Wczoraj w Galerii Aneks Bielański zakończyła się wystawa prac młodego, lecz już rozpoznawalnego artysty, Jeremiego Nowickiego. Jest on studentem ostatniego roku na Wydziale Malarstwa Akademii Sztuk Pięknych w Warszawie. Jego edukacyjna ścieżka obejmuje również studia na Akademii Sztuk Pięknych im. Eugeniusza Gepperta we Wrocławiu. Artysta przygotowuje się do obrony dyplomu, która planowana jest na rok akademicki 2025/2026.
Kreatywne źródła inspiracji
Jeremi Nowicki czerpie inspiracje z wielu różnorodnych źródeł. Jego prace to niezwykłe połączenie elementów współczesnej cyberkultury i gier komputerowych z tradycyjnymi formami sztuki, począwszy od starożytności aż po renesans. Taka unikalna kombinacja czyni jego dzieła zarówno nowoczesnymi, jak i głęboko osadzonymi w historii sztuki.

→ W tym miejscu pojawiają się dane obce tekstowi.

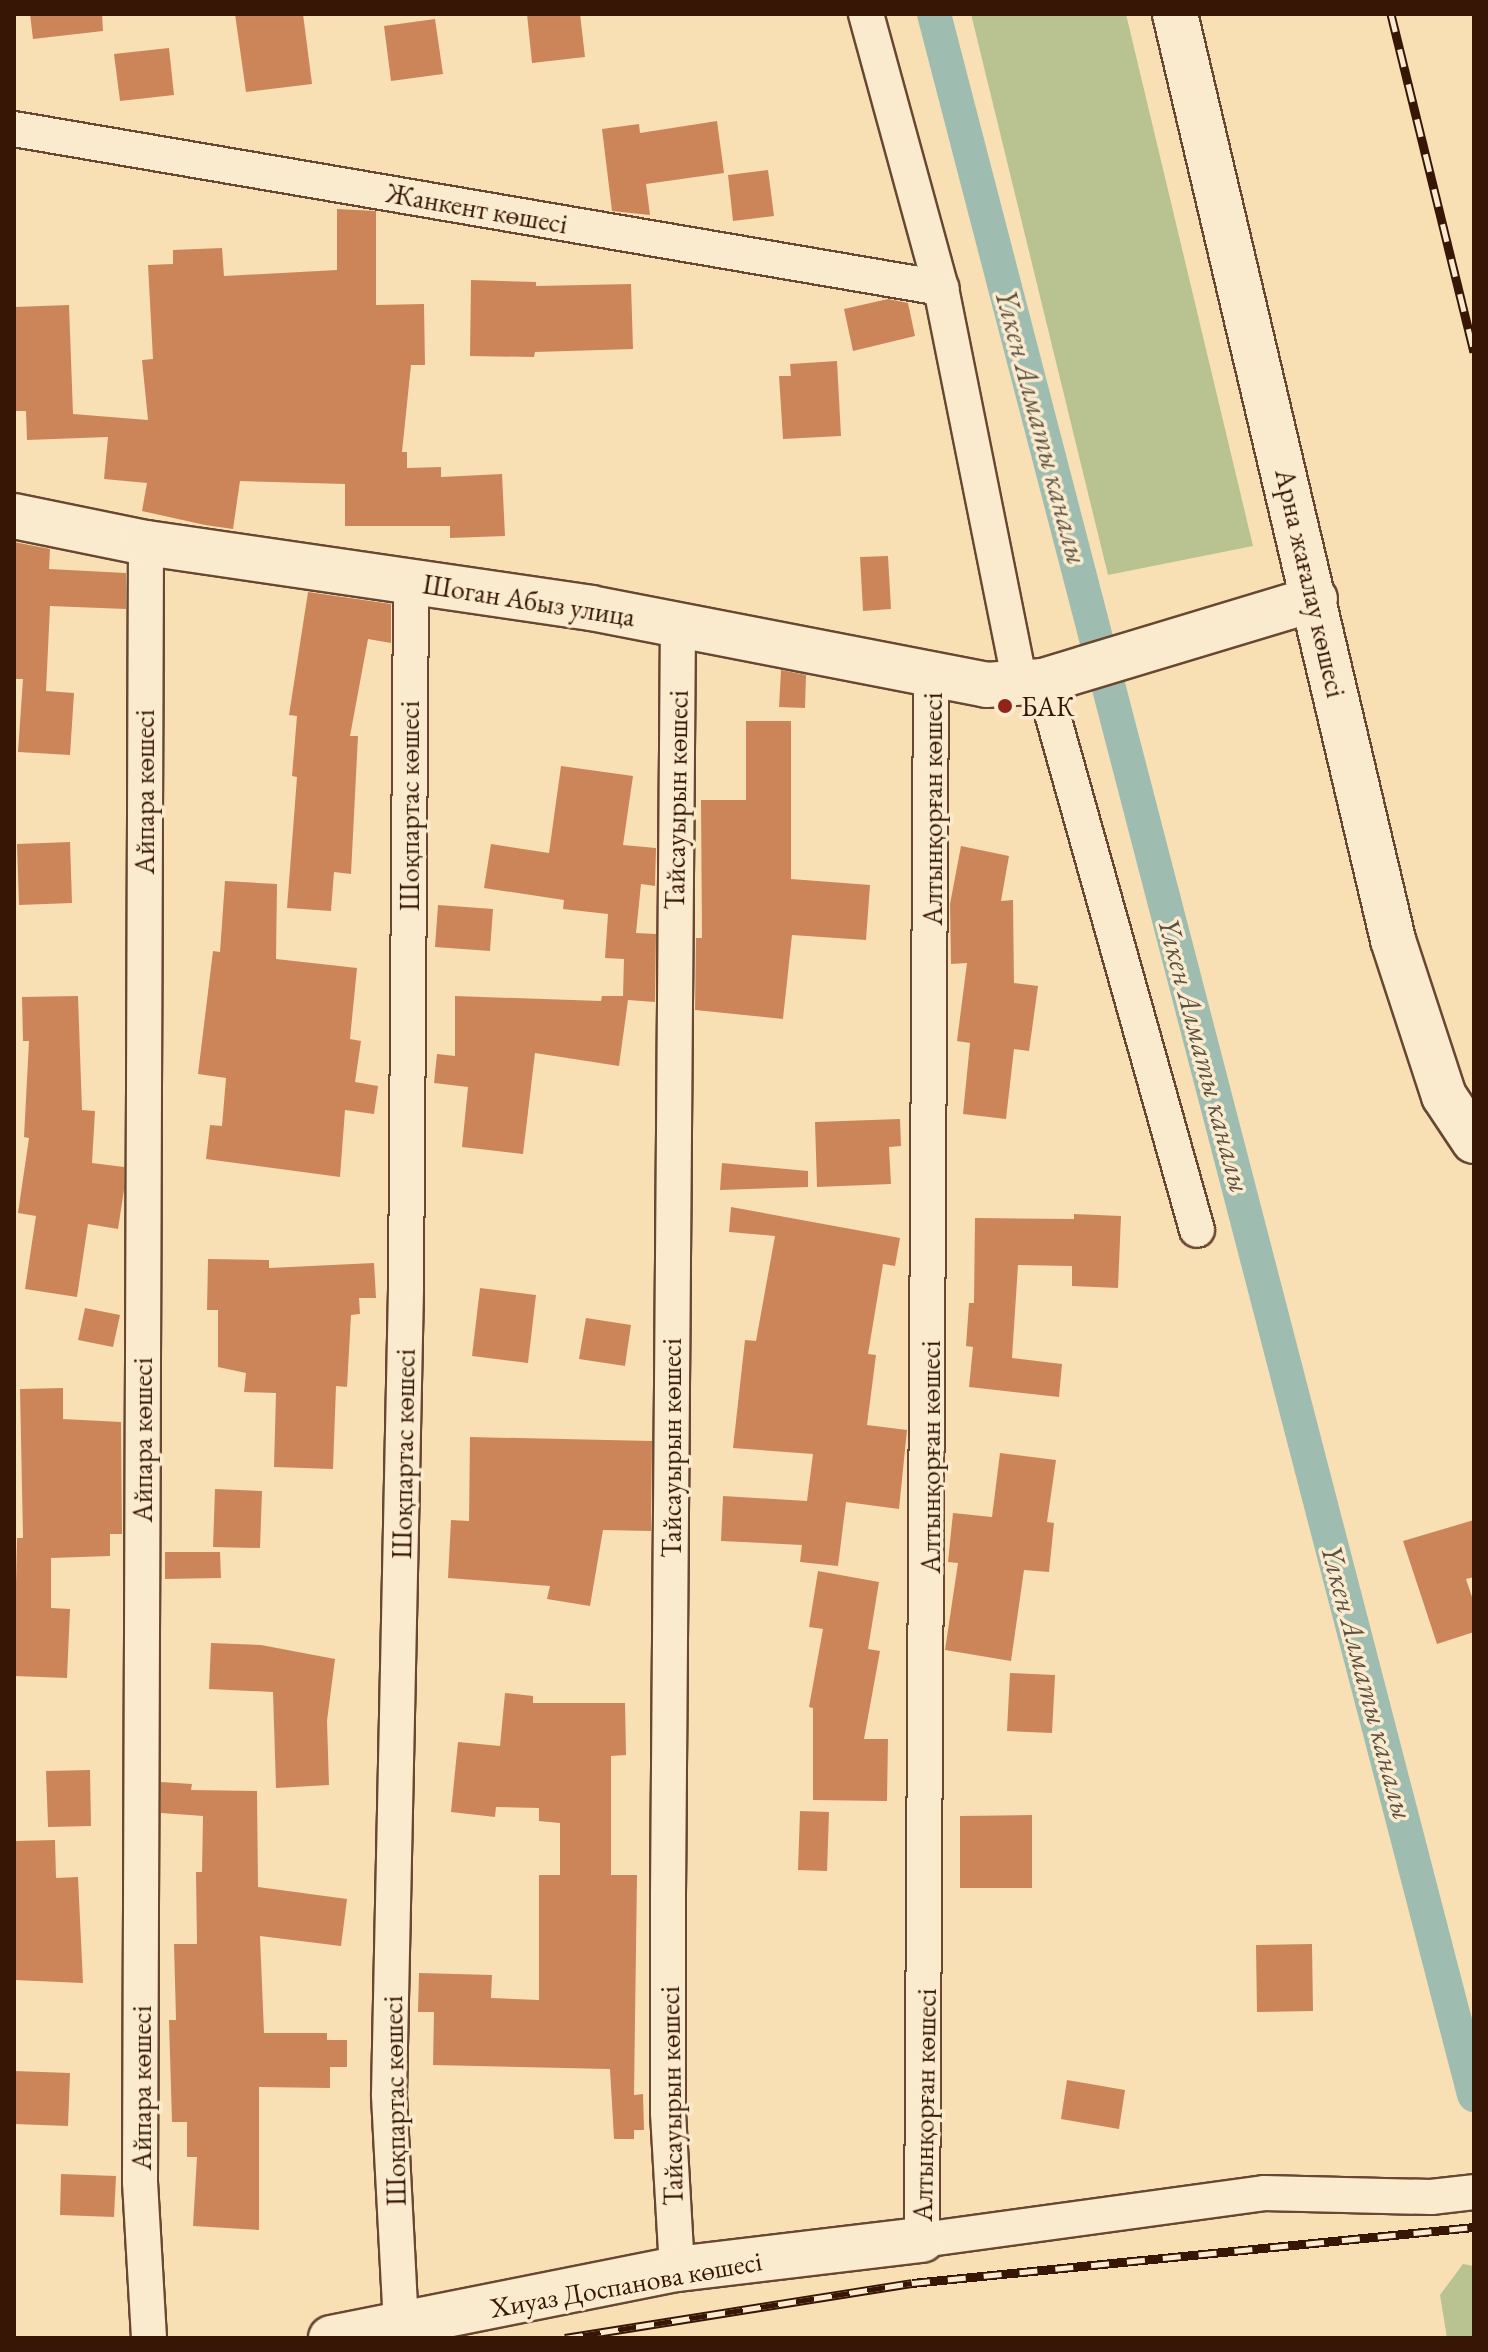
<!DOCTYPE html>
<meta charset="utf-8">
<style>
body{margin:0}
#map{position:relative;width:1488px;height:2352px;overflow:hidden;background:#f9e0b4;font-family:"EB Garamond",serif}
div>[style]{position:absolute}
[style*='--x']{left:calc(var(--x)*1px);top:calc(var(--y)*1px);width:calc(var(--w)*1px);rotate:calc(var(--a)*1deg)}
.green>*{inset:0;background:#b9c391}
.canal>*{height:34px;margin:-17px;padding:0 17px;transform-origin:17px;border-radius:17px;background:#9ebdb0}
.building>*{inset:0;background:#cc8559}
.roads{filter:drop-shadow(2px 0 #684832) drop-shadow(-2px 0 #684832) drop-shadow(0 2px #684832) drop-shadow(0 -2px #684832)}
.minor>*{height:34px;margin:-17px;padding:0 17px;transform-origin:17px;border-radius:17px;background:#fbebce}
.tertiary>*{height:44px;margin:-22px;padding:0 22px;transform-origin:22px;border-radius:22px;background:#fbebce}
.rail>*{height:9px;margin-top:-4.5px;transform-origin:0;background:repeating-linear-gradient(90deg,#fbebce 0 18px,#371606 0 36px);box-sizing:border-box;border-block:2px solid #371606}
.dots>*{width:22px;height:22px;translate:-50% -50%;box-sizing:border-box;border:4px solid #fbebce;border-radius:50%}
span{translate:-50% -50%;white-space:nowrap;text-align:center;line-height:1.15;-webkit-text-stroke:7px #fbebce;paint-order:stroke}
.street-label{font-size:28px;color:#371606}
.poi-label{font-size:28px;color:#371606}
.left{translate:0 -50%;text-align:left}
.water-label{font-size:30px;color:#5b5042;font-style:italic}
.frame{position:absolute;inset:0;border:16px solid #371606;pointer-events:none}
</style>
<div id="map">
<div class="green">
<div style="clip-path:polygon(971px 14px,1126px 14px,1253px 546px,1108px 575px)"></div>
<div style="clip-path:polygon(1463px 2264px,1474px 2266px,1474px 2338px,1447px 2338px,1440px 2295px)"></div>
</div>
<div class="canal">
<div style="--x:934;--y:14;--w:2150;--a:75.45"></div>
</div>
<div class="building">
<div style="clip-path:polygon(30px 14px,102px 14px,103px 31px,33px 39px)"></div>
<div style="clip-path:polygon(235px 14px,303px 14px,312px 84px,246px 92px)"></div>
<div style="clip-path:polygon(527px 14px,580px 14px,585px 57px,532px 63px)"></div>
<div style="clip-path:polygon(435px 19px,443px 74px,391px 81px,384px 26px)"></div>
<div style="clip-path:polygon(169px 48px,174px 95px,120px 101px,114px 54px)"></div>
<div style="clip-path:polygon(717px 121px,724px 173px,646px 184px,650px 215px,612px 211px,602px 129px,639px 124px,640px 133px)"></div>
<div style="clip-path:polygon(768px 170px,774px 216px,733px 221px,728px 175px)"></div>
<div style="clip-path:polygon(337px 209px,376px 211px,376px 305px,424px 304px,425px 365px,411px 365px,402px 452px,407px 452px,407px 468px,441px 467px,441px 477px,502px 474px,505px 536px,450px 538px,450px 526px,345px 526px,345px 484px,240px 481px,233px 529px,205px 525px,142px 511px,147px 483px,104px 479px,108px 437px,27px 440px,26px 411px,14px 411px,14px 307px,69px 305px,73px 414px,148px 420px,142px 360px,153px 359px,148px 265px,173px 264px,173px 250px,222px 248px,224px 276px,337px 270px)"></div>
<div style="clip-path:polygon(471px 280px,536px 282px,536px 286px,631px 284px,633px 349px,535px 352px,534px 357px,470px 356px)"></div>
<div style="clip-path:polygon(888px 299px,908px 303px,915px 336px,853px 351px,844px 309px)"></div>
<div style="clip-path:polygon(837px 361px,841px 436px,783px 439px,779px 376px,791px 376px,790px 364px)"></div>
<div style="clip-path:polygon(14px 542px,50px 549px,49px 569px,126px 573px,126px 609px,50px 606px,46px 691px,74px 693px,70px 755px,18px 752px,23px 679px,14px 679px)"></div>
<div style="clip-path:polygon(888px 556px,891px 609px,863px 611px,860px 557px)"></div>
<div style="clip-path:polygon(308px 592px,391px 604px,391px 643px,368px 639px,350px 736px,358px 736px,351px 874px,334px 872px,331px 911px,287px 908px,297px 777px,292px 776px,297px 716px,289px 715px)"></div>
<div style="clip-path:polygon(781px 670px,806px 675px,805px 708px,779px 707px)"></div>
<div style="clip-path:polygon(746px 721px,791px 721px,791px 879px,870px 885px,866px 940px,792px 935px,783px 1019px,695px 1010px,696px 938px,702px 938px,701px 800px,746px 800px)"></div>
<div style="clip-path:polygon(561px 766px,633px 776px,623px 845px,656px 848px,655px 886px,641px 884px,636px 933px,656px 934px,655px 1002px,628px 1000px,619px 1066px,535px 1053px,523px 1154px,462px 1147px,468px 1087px,434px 1083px,437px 1054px,455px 1056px,455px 996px,601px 1001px,602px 996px,623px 996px,624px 959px,605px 958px,608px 914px,563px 909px,564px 900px,484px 888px,491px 844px,549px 853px)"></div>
<div style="clip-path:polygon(70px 842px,72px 903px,19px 905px,17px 844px)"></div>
<div style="clip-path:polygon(961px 846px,1009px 856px,1001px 901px,1013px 900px,1014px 983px,1038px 986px,1029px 1051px,1014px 1049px,1006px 1119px,963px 1114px,970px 1043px,957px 1041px,967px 963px,951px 964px,950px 904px)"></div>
<div style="clip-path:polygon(225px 881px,277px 884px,276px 959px,357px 968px,350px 1039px,361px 1041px,355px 1082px,378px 1086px,374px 1114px,345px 1110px,340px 1177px,206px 1159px,210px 1125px,222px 1126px,226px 1078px,198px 1074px,213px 951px,220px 952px)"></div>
<div style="clip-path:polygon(438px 905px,493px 909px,490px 951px,435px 947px)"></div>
<div style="clip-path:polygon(78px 996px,82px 1110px,95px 1111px,92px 1163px,124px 1167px,124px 1190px,118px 1229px,88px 1224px,77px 1297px,25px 1289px,36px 1216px,18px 1213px,29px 1138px,24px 1137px,29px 1041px,23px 1041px,22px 997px)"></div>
<div style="clip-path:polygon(900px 1119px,901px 1146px,889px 1147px,891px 1184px,817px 1187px,815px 1122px)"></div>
<div style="clip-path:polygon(722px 1163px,808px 1171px,808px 1187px,720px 1190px)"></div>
<div style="clip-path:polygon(731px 1207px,900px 1238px,895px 1266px,883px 1264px,868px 1354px,876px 1355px,867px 1425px,907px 1430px,899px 1509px,846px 1502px,838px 1566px,800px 1562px,802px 1545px,721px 1541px,723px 1496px,807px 1501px,813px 1454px,733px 1448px,745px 1340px,756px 1341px,775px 1236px,729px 1232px)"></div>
<div style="clip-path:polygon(1074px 1214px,1121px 1216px,1118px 1288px,1072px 1286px,1072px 1266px,1018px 1265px,1012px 1358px,1062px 1364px,1059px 1397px,969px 1387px,973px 1347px,966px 1346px,969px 1303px,974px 1303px,975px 1218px,1074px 1219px)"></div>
<div style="clip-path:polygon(208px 1259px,269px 1260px,269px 1268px,374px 1263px,376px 1298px,359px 1298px,360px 1314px,351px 1315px,347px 1387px,336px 1386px,333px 1469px,274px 1467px,276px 1393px,244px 1392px,246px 1373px,218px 1367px,218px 1310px,207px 1310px)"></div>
<div style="clip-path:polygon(480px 1288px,536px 1295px,528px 1363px,472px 1356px)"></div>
<div style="clip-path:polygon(85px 1308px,120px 1315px,113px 1347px,78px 1340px)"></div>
<div style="clip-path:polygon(586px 1318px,631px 1325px,625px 1366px,579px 1359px)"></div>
<div style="clip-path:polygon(63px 1388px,63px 1419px,121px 1422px,122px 1534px,110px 1534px,110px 1556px,51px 1558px,51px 1608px,70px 1609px,67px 1678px,14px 1676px,17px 1538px,23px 1538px,20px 1389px)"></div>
<div style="clip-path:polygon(470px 1437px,652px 1441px,651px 1531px,603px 1530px,590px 1606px,547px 1599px,550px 1586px,448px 1578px,451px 1520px,469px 1521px)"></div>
<div style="clip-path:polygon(1000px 1453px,1056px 1460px,1047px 1522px,1054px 1523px,1049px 1572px,1024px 1570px,1011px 1661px,945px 1650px,958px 1563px,948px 1562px,953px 1513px,992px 1517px)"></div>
<div style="clip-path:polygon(215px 1489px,262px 1491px,260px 1548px,213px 1547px)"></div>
<div style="clip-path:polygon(1474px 1520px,1474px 1577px,1466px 1579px,1474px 1603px,1474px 1632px,1437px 1644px,1403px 1541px)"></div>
<div style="clip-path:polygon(165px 1552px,220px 1552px,221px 1578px,165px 1579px)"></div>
<div style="clip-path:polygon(818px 1571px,879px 1582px,868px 1649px,880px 1651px,864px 1739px,888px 1739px,887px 1801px,813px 1800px,813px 1708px,809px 1707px,823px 1629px,809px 1627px)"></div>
<div style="clip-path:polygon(211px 1643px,261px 1645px,335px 1659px,327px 1721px,329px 1785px,276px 1788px,273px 1692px,209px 1689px)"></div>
<div style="clip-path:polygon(1010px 1673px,1055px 1675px,1052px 1733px,1007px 1731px)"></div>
<div style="clip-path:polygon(505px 1693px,533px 1696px,533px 1703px,625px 1703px,626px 1755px,611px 1756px,611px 1875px,637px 1875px,634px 2095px,643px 2094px,644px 2130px,634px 2130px,634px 2139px,614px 2139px,610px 2069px,433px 2065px,434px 2012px,418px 2012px,419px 1973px,492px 1975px,491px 1998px,539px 2000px,539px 1875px,560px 1875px,560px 1823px,539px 1821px,539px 1808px,496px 1807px,495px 1817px,451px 1812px,458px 1742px,500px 1746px)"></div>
<div style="clip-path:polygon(90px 1770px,91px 1826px,48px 1827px,46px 1771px)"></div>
<div style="clip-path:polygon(161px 1782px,192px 1784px,191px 1790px,257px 1791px,258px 1887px,347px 1899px,341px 1946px,260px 1936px,264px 2033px,327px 2033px,327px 2040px,347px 2040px,347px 2067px,330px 2067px,330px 2088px,259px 2087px,259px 2230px,193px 2226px,197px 2157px,187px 2157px,187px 2122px,172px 2122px,169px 2020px,176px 2020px,174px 1944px,197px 1944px,196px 1872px,202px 1872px,203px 1816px,161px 1813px)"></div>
<div style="clip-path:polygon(800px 1811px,829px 1812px,827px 1871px,798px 1870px)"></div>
<div style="clip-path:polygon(1032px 1815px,1032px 1888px,960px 1888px,960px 1816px)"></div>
<div style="clip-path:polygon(55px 1840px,56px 1878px,78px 1877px,83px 1983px,14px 1980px,15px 1841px)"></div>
<div style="clip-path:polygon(1312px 1944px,1313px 2011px,1257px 2012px,1256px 1945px)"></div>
<div style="clip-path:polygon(14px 2071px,70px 2073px,68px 2126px,14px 2124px)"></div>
<div style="clip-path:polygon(1067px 2080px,1125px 2090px,1119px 2129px,1061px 2119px)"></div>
<div style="clip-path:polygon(61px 2174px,116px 2176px,114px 2217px,60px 2215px)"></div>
</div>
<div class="roads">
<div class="minor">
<div style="--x:866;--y:14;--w:284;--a:74.7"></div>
<div style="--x:941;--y:288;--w:404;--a:78.7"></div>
<div style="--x:14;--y:129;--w:941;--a:9.73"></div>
<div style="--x:146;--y:543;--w:1639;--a:90.21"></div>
<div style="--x:140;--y:2182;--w:156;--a:86.7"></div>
<div style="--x:931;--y:674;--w:1566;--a:90.33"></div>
<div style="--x:922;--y:2240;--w:345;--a:-7.8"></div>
<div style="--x:1264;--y:2193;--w:167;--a:1.4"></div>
<div style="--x:1431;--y:2197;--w:43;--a:-6.6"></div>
<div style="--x:1043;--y:681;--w:570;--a:74.33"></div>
<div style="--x:677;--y:2269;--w:156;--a:-93.3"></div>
<div style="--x:668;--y:2113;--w:218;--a:-90"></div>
<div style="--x:668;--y:1895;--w:1269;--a:-89.55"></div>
<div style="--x:401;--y:2325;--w:231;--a:-93"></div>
<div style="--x:389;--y:2094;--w:807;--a:-88.79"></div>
<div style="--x:406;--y:1287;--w:706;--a:-89.59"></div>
</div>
<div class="tertiary">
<div style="--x:1175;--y:14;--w:951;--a:76.75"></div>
<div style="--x:1393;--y:940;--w:164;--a:71.9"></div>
<div style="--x:1444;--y:1096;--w:54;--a:56.3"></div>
<div style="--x:14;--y:516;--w:135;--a:11.6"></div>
<div style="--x:146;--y:543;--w:450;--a:8.3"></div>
<div style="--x:591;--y:608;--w:402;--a:11"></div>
<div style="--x:986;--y:685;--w:57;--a:-4"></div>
<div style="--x:1043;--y:681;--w:284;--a:-16.8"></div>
<div style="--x:331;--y:2338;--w:353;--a:-11.3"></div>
<div style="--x:677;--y:2269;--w:247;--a:-6.8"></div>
</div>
</div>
<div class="rail">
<div style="--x:1391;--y:14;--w:348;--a:76.2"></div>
<div style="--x:565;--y:2338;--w:351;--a:-9"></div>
<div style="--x:912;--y:2283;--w:565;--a:-5.69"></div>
</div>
<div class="dots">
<div style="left:1005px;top:706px;background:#8f2418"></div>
</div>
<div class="street-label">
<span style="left:477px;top:208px;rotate:10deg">Жанкент көшесі</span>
<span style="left:1311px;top:583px;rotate:77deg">Арна жағалау көшесі</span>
<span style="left:529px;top:600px;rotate:9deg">Шоган Абыз улица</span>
<span style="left:144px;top:792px;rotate:-90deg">Айпара көшесі</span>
<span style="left:676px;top:800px;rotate:-89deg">Тайсауырын көшесі</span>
<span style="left:409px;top:806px;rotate:-90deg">Шоқпартас көшесі</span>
<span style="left:932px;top:809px;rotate:-90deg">Алтынқорған көшесі</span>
<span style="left:142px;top:1440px;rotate:-90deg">Айпара көшесі</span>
<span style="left:671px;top:1448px;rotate:-90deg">Тайсауырын көшесі</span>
<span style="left:403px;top:1454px;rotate:-89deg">Шоқпартас көшесі</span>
<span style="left:930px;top:1457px;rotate:-90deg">Алтынқорған көшесі</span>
<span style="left:141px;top:2088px;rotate:-90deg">Айпара көшесі</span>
<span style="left:671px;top:2096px;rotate:-91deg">Тайсауырын көшесі</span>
<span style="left:394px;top:2101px;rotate:-91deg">Шоқпартас көшесі</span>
<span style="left:924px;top:2105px;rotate:-89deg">Алтынқорған көшесі</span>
<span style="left:626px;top:2284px;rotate:-10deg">Хиуаз Доспанова көшесі</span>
</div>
<div class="poi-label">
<span class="left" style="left:1021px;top:706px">БАК</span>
</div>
<div class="water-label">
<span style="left:1041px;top:427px;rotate:75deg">Үлкен Алматы каналы</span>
<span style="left:1204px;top:1055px;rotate:75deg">Үлкен Алматы каналы</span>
<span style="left:1367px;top:1682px;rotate:75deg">Үлкен Алматы каналы</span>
</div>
<div class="frame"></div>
</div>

Nowicki charakteryzuje się szczególną dbałością o detale i tekstury, co jest znakiem rozpoznawczym jego stylu.
Rozwój poprzez międzynarodowe doświadczenia
W letnim semestrze 2023/2024 Jeremi doskonalił swoje umiejętności artystyczne dzięki uczestnictwu w programie Erasmus+ we Włoszech. Studiował w renomowanej Accademia di Belle Arti Statale di Ravenna, co pozwoliło mu na rozwój w międzynarodowym środowisku artystycznym. To zagraniczne doświadczenie miało istotny wpływ na jego artystyczne podejście i twórczość.
Osiągnięcia i uznanie
Jeremi Nowicki zdobył już uznanie w świecie sztuki, zarówno w środowisku akademickim, jak i na scenie artystycznej. Uczestniczył w konkursie „Nowy Obraz, Nowe Spojrzenie 2025”, gdzie zdobył tytuł finalisty i laureata. Te wyróżnienia świadczą o jego talencie i potencjale, który z pewnością będzie rozwijany w przyszłości.
Ostatnia szansa na zobaczenie wystawy
Prace Jeremiego Nowickiego można oglądać jeszcze do 31 października w Galerii Aneks Bielański przy ulicy Romaszewskiego 19. Dla miłośników sztuki jest to doskonała okazja, by zanurzyć się w dziełach, które harmonijnie łączą tradycję z nowoczesnością. Zachęcamy wszystkich zainteresowanych do odwiedzenia wystawy i osobiście przekonania się o twórczej wizji Jeremiego.